Input ->
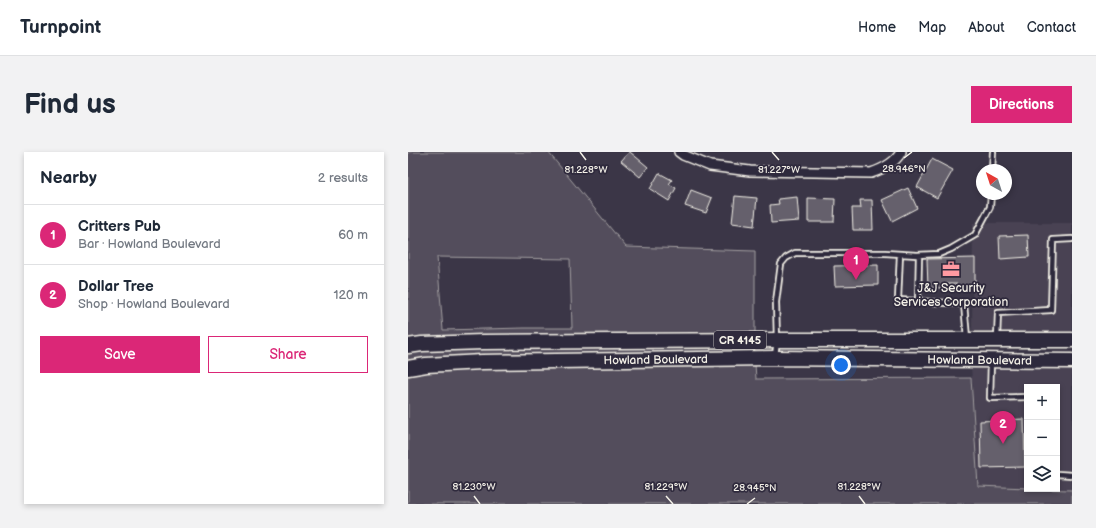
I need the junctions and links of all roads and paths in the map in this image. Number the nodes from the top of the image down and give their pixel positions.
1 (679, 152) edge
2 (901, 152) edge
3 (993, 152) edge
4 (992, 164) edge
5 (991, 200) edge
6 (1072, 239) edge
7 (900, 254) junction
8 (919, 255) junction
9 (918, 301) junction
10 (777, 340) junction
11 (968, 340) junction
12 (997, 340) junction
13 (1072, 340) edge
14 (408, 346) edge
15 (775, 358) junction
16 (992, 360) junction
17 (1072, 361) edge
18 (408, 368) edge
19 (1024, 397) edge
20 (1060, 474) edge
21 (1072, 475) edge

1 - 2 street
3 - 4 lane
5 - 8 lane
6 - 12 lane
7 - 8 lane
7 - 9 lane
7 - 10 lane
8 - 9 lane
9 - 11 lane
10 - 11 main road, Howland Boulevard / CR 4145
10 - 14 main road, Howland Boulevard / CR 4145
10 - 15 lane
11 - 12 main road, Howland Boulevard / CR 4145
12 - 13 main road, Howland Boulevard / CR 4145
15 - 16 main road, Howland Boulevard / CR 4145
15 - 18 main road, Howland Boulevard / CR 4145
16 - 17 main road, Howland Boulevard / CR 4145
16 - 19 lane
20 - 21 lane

What you are asked to do -> If a line above includes the string "main", pick it out.

Exercise output ->
10 - 11 main road, Howland Boulevard / CR 4145
10 - 14 main road, Howland Boulevard / CR 4145
11 - 12 main road, Howland Boulevard / CR 4145
12 - 13 main road, Howland Boulevard / CR 4145
15 - 16 main road, Howland Boulevard / CR 4145
15 - 18 main road, Howland Boulevard / CR 4145
16 - 17 main road, Howland Boulevard / CR 4145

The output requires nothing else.